■ **Activity**
Transcribe every record as it stands and set the images aside.

■ **Information**
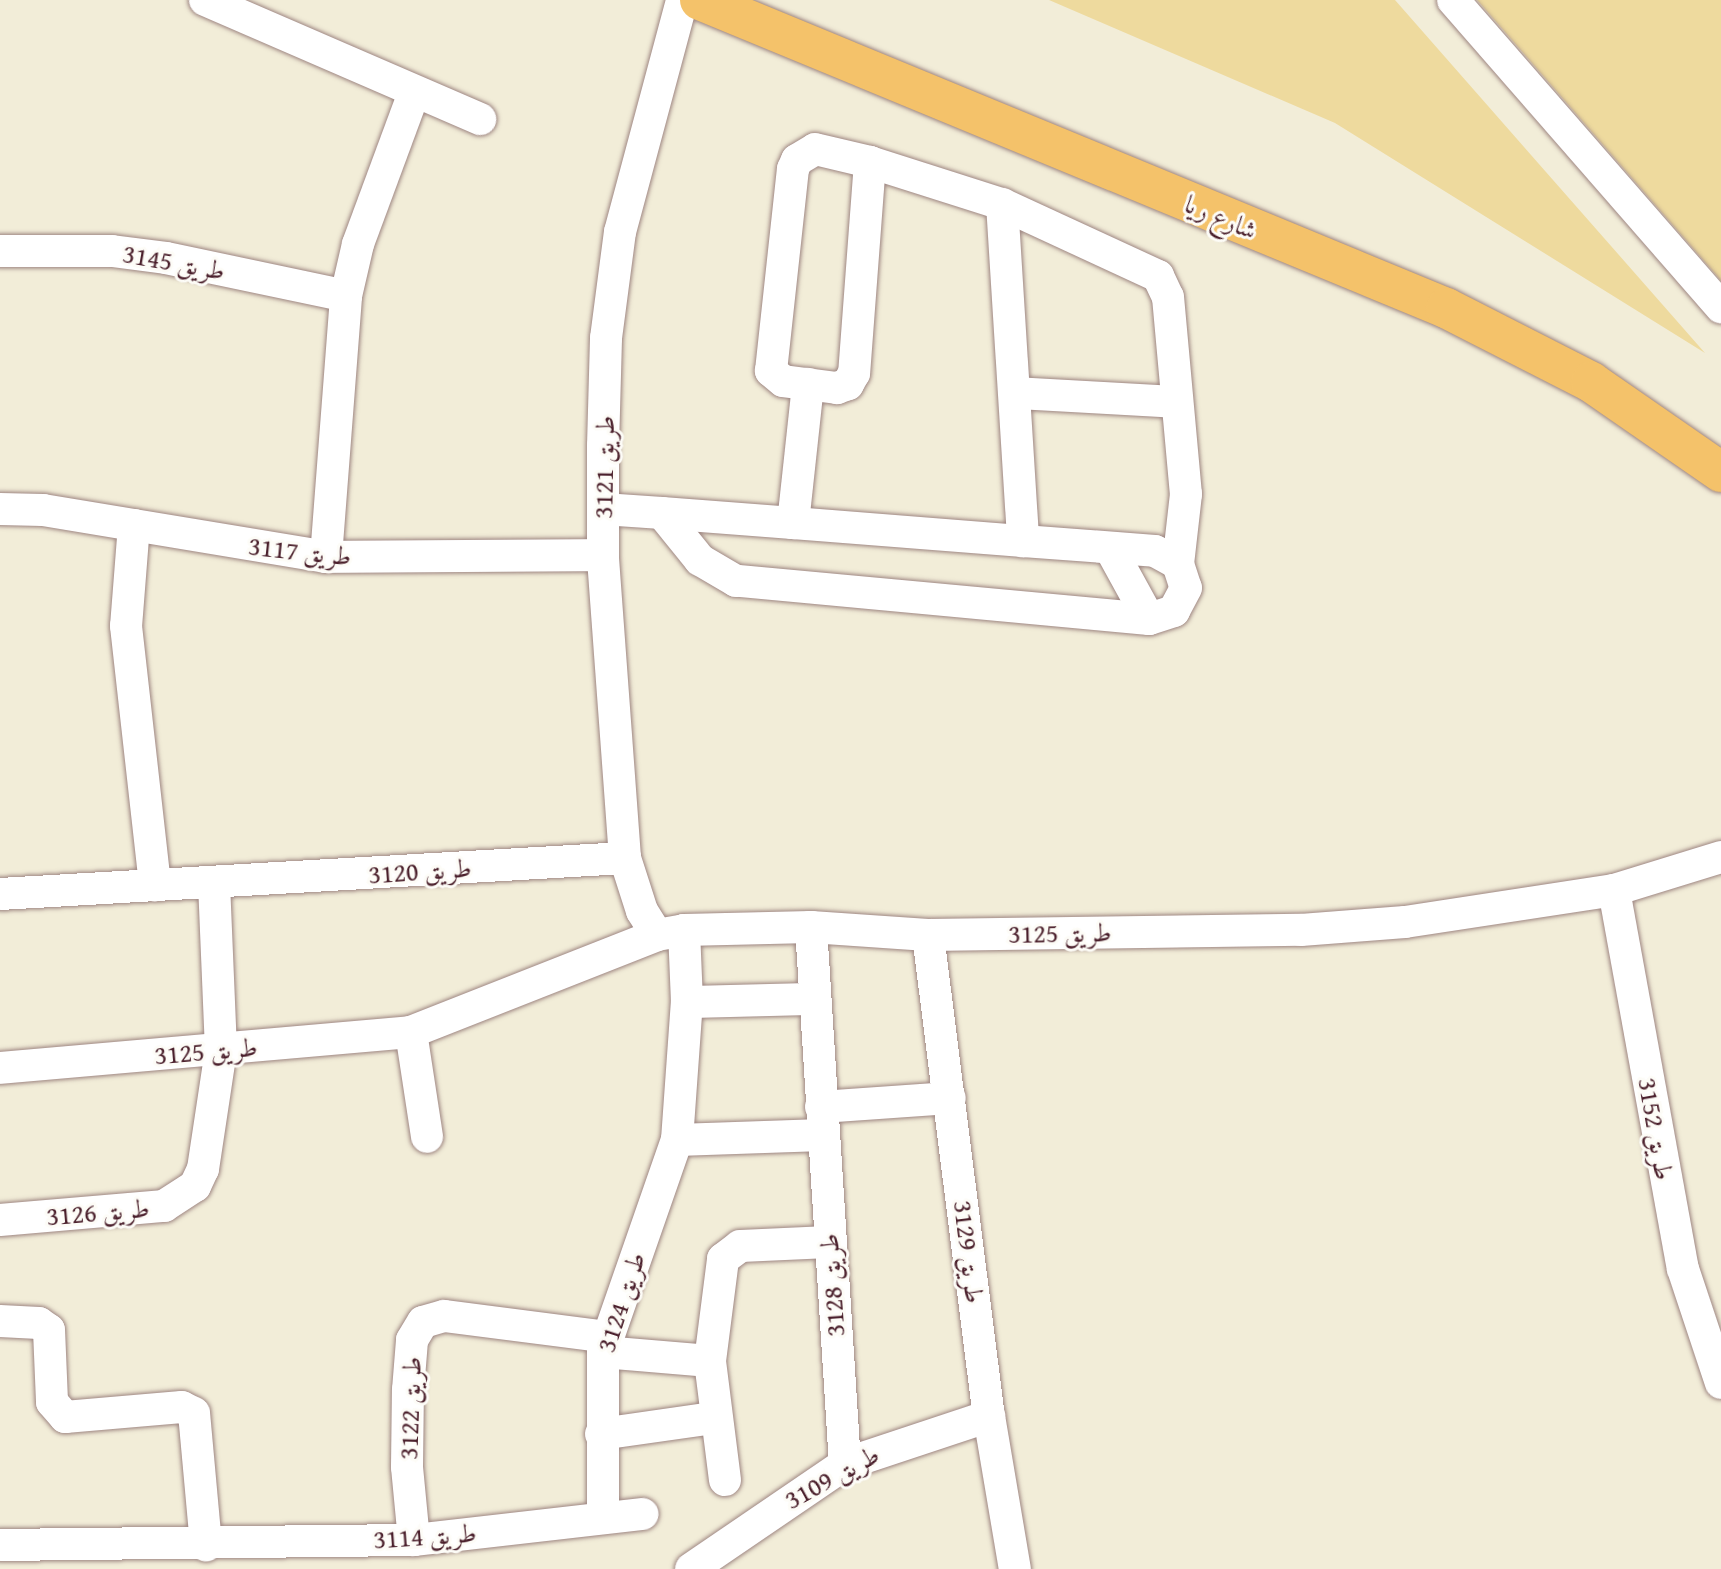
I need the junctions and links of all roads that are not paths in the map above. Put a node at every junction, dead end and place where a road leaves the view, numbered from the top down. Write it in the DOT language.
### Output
graph roads {
  1 [pos="205,0"];
  2 [pos="682,0"];
  3 [pos="700,0"];
  4 [pos="1453,0"];
  5 [pos="414,93"];
  6 [pos="480,119"];
  7 [pos="870,162"];
  8 [pos="1002,204"];
  9 [pos="0,251"];
  10 [pos="346,296"];
  11 [pos="1721,307"];
  12 [pos="808,384"];
  13 [pos="1016,393"];
  14 [pos="1177,402"];
  15 [pos="1721,472"];
  16 [pos="0,509"];
  17 [pos="603,509"];
  18 [pos="662,513"];
  19 [pos="793,523"];
  20 [pos="134,525"];
  21 [pos="1023,541"];
  22 [pos="1110,548"];
  23 [pos="603,555"];
  24 [pos="326,557"];
  25 [pos="1178,564"];
  26 [pos="1149,619"];
  27 [pos="1721,857"];
  28 [pos="625,858"];
  29 [pos="214,884"];
  30 [pos="155,885"];
  31 [pos="1614,890"];
  32 [pos="0,894"];
  33 [pos="811,927"];
  34 [pos="670,933"];
  35 [pos="928,935"];
  36 [pos="813,999"];
  37 [pos="687,1002"];
  38 [pos="411,1032"];
  39 [pos="221,1050"];
  40 [pos="0,1068"];
  41 [pos="950,1098"];
  42 [pos="822,1121"];
  43 [pos="427,1137"];
  44 [pos="677,1140"];
  45 [pos="0,1220"];
  46 [pos="829,1242"];
  47 [pos="0,1321"];
  48 [pos="605,1344"];
  49 [pos="710,1361"];
  50 [pos="1719,1370"];
  51 [pos="989,1416"];
  52 [pos="714,1418"];
  53 [pos="601,1434"];
  54 [pos="845,1464"];
  55 [pos="725,1480"];
  56 [pos="643,1514"];
  57 [pos="603,1518"];
  58 [pos="414,1540"];
  59 [pos="0,1545"];
  60 [pos="206,1545"];
  61 [pos="691,1569"];
  62 [pos="1015,1569"];
  1 -- 5 [label="street"];
  2 -- 17 [label="street, طريق 3121"];
  3 -- 15 [label="main road, شارع ريا"];
  4 -- 11 [label="street"];
  5 -- 6 [label="street"];
  5 -- 10 [label="street"];
  7 -- 8 [label="street"];
  7 -- 12 [label="street"];
  7 -- 12 [label="street"];
  8 -- 13 [label="street"];
  8 -- 14 [label="street"];
  9 -- 10 [label="street, طريق 3145"];
  10 -- 24 [label="street"];
  12 -- 19 [label="street"];
  13 -- 14 [label="street"];
  13 -- 21 [label="street"];
  14 -- 25 [label="street"];
  16 -- 20 [label="street, طريق 3117"];
  17 -- 18 [label="street"];
  17 -- 23 [label="street, طريق 3121"];
  18 -- 19 [label="street"];
  18 -- 26 [label="street"];
  19 -- 21 [label="street"];
  20 -- 24 [label="street, طريق 3117"];
  20 -- 30 [label="street"];
  21 -- 22 [label="street"];
  22 -- 25 [label="street"];
  22 -- 26 [label="street"];
  23 -- 24 [label="street, طريق 3117"];
  23 -- 28 [label="street, طريق 3121"];
  25 -- 26 [label="street"];
  27 -- 31 [label="street, طريق 3125"];
  28 -- 29 [label="street, طريق 3120"];
  28 -- 34 [label="street, طريق 3121"];
  29 -- 30 [label="street, طريق 3120"];
  29 -- 39 [label="street"];
  30 -- 32 [label="street, طريق 3120"];
  31 -- 35 [label="street, طريق 3125"];
  31 -- 50 [label="street, طريق 3152"];
  33 -- 34 [label="street, طريق 3125"];
  33 -- 35 [label="street, طريق 3125"];
  33 -- 36 [label="street, طريق 3128"];
  34 -- 37 [label="street, طريق 3124"];
  34 -- 38 [label="street, طريق 3125"];
  35 -- 41 [label="street, طريق 3129"];
  36 -- 37 [label="street"];
  36 -- 42 [label="street, طريق 3128"];
  37 -- 44 [label="street, طريق 3124"];
  38 -- 39 [label="street, طريق 3125"];
  38 -- 43 [label="street"];
  39 -- 40 [label="street, طريق 3125"];
  39 -- 45 [label="street, طريق 3126"];
  41 -- 42 [label="street"];
  41 -- 51 [label="street, طريق 3129"];
  42 -- 44 [label="street"];
  42 -- 46 [label="street, طريق 3128"];
  44 -- 48 [label="street, طريق 3124"];
  46 -- 49 [label="street"];
  46 -- 54 [label="street, طريق 3128"];
  47 -- 60 [label="street"];
  48 -- 49 [label="street, طريق 3122"];
  48 -- 53 [label="street, طريق 3124"];
  48 -- 58 [label="street, طريق 3122"];
  49 -- 52 [label="street"];
  51 -- 54 [label="street, طريق 3109"];
  51 -- 62 [label="street, طريق 3129"];
  52 -- 53 [label="street"];
  52 -- 55 [label="street"];
  53 -- 57 [label="street, طريق 3124"];
  54 -- 61 [label="street, طريق 3109"];
  56 -- 57 [label="street, طريق 3114"];
  57 -- 58 [label="street, طريق 3114"];
  58 -- 60 [label="street, طريق 3114"];
  59 -- 60 [label="street, طريق 3114"];
}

■ **Solution for this problem**
I need the junctions and links of all roads that are not paths in the map above. Put a node at every junction, dead end and place where a road leaves the view, numbered from the top down. Write it in the DOT language.
### Output
graph roads {
  1 [pos="205,0"];
  2 [pos="682,0"];
  3 [pos="700,0"];
  4 [pos="1453,0"];
  5 [pos="414,93"];
  6 [pos="480,119"];
  7 [pos="870,162"];
  8 [pos="1002,204"];
  9 [pos="0,251"];
  10 [pos="346,296"];
  11 [pos="1721,307"];
  12 [pos="808,384"];
  13 [pos="1016,393"];
  14 [pos="1177,402"];
  15 [pos="1721,472"];
  16 [pos="0,509"];
  17 [pos="603,509"];
  18 [pos="662,513"];
  19 [pos="793,523"];
  20 [pos="134,525"];
  21 [pos="1023,541"];
  22 [pos="1110,548"];
  23 [pos="603,555"];
  24 [pos="326,557"];
  25 [pos="1178,564"];
  26 [pos="1149,619"];
  27 [pos="1721,857"];
  28 [pos="625,858"];
  29 [pos="214,884"];
  30 [pos="155,885"];
  31 [pos="1614,890"];
  32 [pos="0,894"];
  33 [pos="811,927"];
  34 [pos="670,933"];
  35 [pos="928,935"];
  36 [pos="813,999"];
  37 [pos="687,1002"];
  38 [pos="411,1032"];
  39 [pos="221,1050"];
  40 [pos="0,1068"];
  41 [pos="950,1098"];
  42 [pos="822,1121"];
  43 [pos="427,1137"];
  44 [pos="677,1140"];
  45 [pos="0,1220"];
  46 [pos="829,1242"];
  47 [pos="0,1321"];
  48 [pos="605,1344"];
  49 [pos="710,1361"];
  50 [pos="1719,1370"];
  51 [pos="989,1416"];
  52 [pos="714,1418"];
  53 [pos="601,1434"];
  54 [pos="845,1464"];
  55 [pos="725,1480"];
  56 [pos="643,1514"];
  57 [pos="603,1518"];
  58 [pos="414,1540"];
  59 [pos="0,1545"];
  60 [pos="206,1545"];
  61 [pos="691,1569"];
  62 [pos="1015,1569"];
  1 -- 5 [label="street"];
  2 -- 17 [label="street, طريق 3121"];
  3 -- 15 [label="main road, شارع ريا"];
  4 -- 11 [label="street"];
  5 -- 6 [label="street"];
  5 -- 10 [label="street"];
  7 -- 8 [label="street"];
  7 -- 12 [label="street"];
  7 -- 12 [label="street"];
  8 -- 13 [label="street"];
  8 -- 14 [label="street"];
  9 -- 10 [label="street, طريق 3145"];
  10 -- 24 [label="street"];
  12 -- 19 [label="street"];
  13 -- 14 [label="street"];
  13 -- 21 [label="street"];
  14 -- 25 [label="street"];
  16 -- 20 [label="street, طريق 3117"];
  17 -- 18 [label="street"];
  17 -- 23 [label="street, طريق 3121"];
  18 -- 19 [label="street"];
  18 -- 26 [label="street"];
  19 -- 21 [label="street"];
  20 -- 24 [label="street, طريق 3117"];
  20 -- 30 [label="street"];
  21 -- 22 [label="street"];
  22 -- 25 [label="street"];
  22 -- 26 [label="street"];
  23 -- 24 [label="street, طريق 3117"];
  23 -- 28 [label="street, طريق 3121"];
  25 -- 26 [label="street"];
  27 -- 31 [label="street, طريق 3125"];
  28 -- 29 [label="street, طريق 3120"];
  28 -- 34 [label="street, طريق 3121"];
  29 -- 30 [label="street, طريق 3120"];
  29 -- 39 [label="street"];
  30 -- 32 [label="street, طريق 3120"];
  31 -- 35 [label="street, طريق 3125"];
  31 -- 50 [label="street, طريق 3152"];
  33 -- 34 [label="street, طريق 3125"];
  33 -- 35 [label="street, طريق 3125"];
  33 -- 36 [label="street, طريق 3128"];
  34 -- 37 [label="street, طريق 3124"];
  34 -- 38 [label="street, طريق 3125"];
  35 -- 41 [label="street, طريق 3129"];
  36 -- 37 [label="street"];
  36 -- 42 [label="street, طريق 3128"];
  37 -- 44 [label="street, طريق 3124"];
  38 -- 39 [label="street, طريق 3125"];
  38 -- 43 [label="street"];
  39 -- 40 [label="street, طريق 3125"];
  39 -- 45 [label="street, طريق 3126"];
  41 -- 42 [label="street"];
  41 -- 51 [label="street, طريق 3129"];
  42 -- 44 [label="street"];
  42 -- 46 [label="street, طريق 3128"];
  44 -- 48 [label="street, طريق 3124"];
  46 -- 49 [label="street"];
  46 -- 54 [label="street, طريق 3128"];
  47 -- 60 [label="street"];
  48 -- 49 [label="street, طريق 3122"];
  48 -- 53 [label="street, طريق 3124"];
  48 -- 58 [label="street, طريق 3122"];
  49 -- 52 [label="street"];
  51 -- 54 [label="street, طريق 3109"];
  51 -- 62 [label="street, طريق 3129"];
  52 -- 53 [label="street"];
  52 -- 55 [label="street"];
  53 -- 57 [label="street, طريق 3124"];
  54 -- 61 [label="street, طريق 3109"];
  56 -- 57 [label="street, طريق 3114"];
  57 -- 58 [label="street, طريق 3114"];
  58 -- 60 [label="street, طريق 3114"];
  59 -- 60 [label="street, طريق 3114"];
}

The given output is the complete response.